• **DESCRIPTION OF THE TASK**:
Find each line of the material below in which the word "Covert" occurs, and return it.

============

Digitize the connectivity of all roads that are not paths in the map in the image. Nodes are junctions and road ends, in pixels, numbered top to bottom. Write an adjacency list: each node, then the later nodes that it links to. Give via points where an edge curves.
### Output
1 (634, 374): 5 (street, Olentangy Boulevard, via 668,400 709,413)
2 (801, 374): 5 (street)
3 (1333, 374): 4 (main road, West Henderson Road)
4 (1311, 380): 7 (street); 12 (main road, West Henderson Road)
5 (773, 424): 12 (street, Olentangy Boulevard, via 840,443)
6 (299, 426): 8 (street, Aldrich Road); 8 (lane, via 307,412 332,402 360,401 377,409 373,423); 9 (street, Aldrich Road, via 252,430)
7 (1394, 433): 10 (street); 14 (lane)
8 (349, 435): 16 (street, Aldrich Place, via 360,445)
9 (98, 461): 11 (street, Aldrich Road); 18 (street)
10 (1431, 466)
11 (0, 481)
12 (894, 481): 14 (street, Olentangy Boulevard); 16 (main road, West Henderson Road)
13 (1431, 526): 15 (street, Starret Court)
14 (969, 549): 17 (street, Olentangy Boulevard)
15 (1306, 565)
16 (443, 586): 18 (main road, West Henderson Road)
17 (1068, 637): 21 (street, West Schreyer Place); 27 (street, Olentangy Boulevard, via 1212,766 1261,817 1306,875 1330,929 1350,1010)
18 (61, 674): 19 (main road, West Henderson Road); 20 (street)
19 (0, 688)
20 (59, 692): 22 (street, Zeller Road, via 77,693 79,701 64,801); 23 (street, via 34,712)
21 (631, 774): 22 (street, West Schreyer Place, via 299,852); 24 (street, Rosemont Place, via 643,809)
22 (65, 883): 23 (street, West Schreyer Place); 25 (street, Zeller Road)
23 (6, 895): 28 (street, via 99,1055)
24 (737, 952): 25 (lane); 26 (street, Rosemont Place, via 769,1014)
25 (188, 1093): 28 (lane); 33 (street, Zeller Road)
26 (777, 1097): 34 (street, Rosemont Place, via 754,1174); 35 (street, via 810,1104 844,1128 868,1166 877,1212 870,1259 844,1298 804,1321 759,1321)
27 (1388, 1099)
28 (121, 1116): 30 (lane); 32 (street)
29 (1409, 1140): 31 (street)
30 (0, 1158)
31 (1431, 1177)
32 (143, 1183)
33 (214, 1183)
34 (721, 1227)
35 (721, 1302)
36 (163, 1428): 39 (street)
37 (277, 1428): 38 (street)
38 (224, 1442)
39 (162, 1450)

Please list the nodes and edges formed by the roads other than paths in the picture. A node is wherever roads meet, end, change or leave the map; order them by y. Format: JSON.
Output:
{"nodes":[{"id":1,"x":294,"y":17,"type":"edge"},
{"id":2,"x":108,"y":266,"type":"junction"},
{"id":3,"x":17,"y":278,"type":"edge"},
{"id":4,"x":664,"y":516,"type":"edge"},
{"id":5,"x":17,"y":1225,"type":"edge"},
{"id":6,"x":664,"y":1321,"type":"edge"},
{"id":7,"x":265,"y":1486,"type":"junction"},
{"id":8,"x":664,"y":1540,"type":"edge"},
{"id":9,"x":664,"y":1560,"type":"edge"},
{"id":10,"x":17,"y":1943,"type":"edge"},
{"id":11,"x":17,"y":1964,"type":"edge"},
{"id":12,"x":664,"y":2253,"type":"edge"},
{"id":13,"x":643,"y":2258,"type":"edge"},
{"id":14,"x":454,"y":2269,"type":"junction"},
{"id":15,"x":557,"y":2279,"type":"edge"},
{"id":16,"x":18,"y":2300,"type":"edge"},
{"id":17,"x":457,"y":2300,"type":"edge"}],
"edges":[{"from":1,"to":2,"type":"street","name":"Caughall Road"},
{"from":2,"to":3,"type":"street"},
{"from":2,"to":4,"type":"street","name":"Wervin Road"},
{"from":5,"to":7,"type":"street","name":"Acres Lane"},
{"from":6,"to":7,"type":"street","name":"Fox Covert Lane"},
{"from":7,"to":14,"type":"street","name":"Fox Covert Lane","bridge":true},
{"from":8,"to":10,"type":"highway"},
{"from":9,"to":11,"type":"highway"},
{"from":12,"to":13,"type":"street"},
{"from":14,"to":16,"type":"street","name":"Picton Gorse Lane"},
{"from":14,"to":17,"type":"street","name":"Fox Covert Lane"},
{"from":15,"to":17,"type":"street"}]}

============

• **YOUR RESPONSE**:
{"from":6,"to":7,"type":"street","name":"Fox Covert Lane"},
{"from":7,"to":14,"type":"street","name":"Fox Covert Lane","bridge":true},
{"from":14,"to":17,"type":"street","name":"Fox Covert Lane"},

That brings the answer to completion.